* **Collected data entries**:
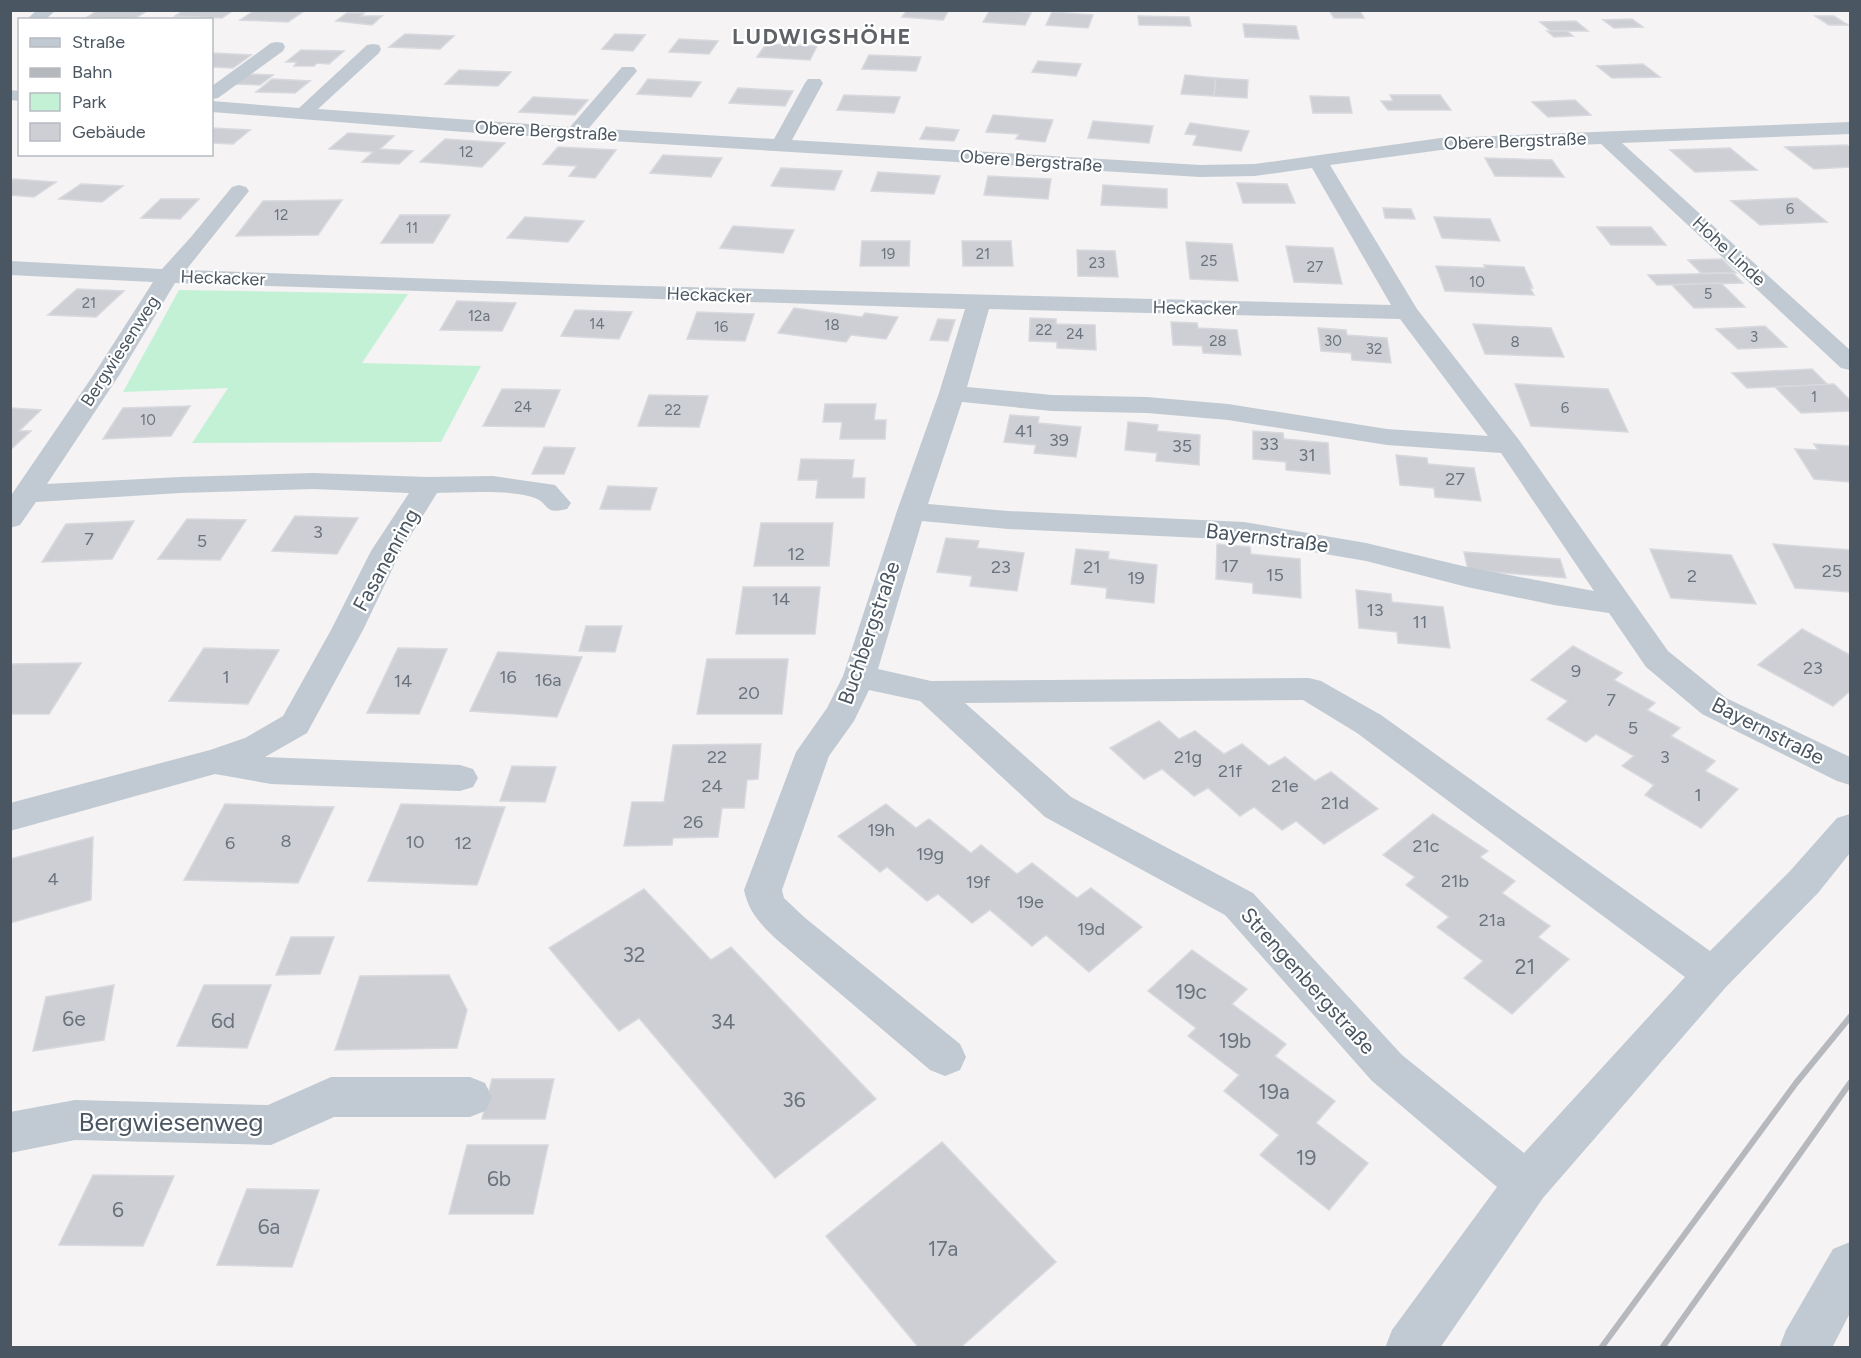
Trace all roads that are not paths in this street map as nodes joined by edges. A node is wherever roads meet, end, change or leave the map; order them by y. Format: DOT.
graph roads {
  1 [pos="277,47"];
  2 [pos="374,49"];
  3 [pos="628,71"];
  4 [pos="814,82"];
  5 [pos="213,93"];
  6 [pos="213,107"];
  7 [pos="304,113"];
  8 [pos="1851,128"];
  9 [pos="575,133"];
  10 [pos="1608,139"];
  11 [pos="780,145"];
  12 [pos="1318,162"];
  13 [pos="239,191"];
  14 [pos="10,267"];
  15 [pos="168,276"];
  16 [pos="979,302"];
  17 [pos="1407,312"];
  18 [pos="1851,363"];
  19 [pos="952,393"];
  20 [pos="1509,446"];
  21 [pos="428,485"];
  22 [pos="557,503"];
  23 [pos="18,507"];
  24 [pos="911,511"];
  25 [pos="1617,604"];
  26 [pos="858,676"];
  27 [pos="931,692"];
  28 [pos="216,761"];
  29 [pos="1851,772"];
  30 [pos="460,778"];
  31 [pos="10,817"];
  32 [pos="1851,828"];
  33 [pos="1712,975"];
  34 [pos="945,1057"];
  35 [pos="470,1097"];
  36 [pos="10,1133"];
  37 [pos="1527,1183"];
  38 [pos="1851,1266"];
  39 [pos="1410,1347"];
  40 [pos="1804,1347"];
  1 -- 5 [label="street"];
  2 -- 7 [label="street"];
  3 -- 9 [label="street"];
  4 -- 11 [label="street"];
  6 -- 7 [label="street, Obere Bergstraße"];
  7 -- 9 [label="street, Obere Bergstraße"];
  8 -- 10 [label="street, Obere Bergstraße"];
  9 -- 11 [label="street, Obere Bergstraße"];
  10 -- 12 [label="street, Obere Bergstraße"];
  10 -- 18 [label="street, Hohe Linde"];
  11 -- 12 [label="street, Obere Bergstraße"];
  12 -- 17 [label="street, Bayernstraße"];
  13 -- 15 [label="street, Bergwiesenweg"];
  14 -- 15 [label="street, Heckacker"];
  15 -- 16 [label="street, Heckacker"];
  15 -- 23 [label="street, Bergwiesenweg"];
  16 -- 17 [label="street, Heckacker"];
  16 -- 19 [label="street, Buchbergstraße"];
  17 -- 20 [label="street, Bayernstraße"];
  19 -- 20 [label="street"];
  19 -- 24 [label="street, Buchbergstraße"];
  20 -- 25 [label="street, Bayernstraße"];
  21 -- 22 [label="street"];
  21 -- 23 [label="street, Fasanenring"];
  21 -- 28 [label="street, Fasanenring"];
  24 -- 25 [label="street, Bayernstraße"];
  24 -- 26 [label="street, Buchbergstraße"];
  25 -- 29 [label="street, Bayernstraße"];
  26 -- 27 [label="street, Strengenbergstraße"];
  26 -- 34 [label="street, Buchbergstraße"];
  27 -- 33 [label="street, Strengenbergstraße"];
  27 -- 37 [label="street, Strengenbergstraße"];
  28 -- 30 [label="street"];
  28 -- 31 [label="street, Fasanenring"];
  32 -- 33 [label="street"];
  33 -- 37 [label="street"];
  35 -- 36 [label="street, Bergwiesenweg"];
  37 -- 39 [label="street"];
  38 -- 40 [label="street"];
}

---

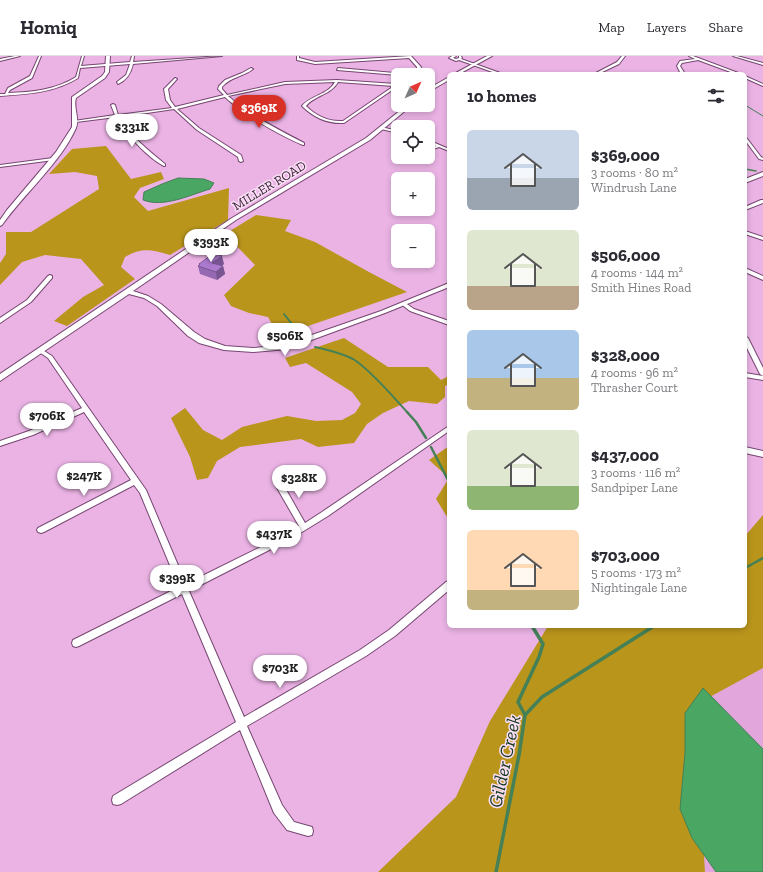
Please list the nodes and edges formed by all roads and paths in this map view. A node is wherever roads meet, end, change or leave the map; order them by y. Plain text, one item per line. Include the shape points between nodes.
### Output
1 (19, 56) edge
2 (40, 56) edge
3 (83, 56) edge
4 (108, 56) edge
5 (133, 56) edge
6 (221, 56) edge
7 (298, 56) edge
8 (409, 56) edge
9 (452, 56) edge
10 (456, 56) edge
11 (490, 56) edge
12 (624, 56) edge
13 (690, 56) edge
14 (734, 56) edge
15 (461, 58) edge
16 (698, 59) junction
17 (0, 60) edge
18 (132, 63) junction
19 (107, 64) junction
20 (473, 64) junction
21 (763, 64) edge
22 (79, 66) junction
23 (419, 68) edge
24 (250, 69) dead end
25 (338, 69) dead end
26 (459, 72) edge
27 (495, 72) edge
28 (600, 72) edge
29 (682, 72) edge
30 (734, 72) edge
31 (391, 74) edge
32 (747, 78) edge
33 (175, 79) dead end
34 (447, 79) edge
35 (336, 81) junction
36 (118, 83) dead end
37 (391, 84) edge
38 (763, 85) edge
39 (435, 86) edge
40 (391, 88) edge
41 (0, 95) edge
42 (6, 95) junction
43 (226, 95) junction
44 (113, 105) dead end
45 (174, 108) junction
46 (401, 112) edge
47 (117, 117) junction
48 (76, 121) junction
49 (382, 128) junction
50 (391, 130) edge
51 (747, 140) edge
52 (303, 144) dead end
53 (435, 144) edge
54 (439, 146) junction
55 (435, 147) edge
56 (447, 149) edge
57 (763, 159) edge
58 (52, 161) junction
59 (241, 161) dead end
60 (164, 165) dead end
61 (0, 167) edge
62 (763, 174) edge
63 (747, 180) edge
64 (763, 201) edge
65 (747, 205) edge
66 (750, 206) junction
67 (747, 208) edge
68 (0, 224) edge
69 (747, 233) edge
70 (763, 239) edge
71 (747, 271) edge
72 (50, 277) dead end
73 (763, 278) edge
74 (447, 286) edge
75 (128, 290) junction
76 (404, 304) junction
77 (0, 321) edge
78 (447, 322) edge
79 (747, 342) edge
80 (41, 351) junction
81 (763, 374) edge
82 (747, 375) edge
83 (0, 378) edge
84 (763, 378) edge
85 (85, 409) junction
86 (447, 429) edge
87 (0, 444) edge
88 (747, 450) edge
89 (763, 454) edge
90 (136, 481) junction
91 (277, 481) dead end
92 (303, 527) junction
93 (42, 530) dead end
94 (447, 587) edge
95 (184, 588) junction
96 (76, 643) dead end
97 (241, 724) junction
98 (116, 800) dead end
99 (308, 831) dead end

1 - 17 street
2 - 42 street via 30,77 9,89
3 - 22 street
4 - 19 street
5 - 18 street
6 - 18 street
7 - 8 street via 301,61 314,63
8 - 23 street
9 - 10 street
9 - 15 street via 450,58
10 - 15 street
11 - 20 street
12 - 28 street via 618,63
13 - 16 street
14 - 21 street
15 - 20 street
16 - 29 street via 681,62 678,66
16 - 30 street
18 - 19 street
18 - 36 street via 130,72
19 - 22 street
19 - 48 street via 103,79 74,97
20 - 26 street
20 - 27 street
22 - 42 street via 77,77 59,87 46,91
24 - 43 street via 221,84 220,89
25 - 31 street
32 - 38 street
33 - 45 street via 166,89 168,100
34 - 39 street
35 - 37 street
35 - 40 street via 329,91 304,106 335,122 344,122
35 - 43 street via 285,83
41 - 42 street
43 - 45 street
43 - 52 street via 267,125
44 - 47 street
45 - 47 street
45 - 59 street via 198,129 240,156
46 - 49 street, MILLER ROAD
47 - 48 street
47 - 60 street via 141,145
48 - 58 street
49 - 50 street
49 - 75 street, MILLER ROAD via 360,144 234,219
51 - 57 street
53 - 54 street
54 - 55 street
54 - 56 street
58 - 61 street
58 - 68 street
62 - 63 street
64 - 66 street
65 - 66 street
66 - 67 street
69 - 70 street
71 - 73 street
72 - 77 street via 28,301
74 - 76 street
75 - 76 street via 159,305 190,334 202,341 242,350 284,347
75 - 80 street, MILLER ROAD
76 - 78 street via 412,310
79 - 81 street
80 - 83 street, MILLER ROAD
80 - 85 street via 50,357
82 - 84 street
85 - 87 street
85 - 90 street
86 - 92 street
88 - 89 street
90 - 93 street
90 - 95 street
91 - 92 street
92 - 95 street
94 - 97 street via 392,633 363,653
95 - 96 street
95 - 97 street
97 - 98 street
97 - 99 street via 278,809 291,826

* **AIM OF THE TASK**: Where a line of the entries contains the word "leave", copy that line.

* **RESULT OF THIS EXERCISE**:
Trace all roads that are not paths in this street map as nodes joined by edges. A node is wherever roads meet, end, change or leave the map; order them by y. Format: DOT.
Please list the nodes and edges formed by all roads and paths in this map view. A node is wherever roads meet, end, change or leave the map; order them by y. Plain text, one item per line. Include the shape points between nodes.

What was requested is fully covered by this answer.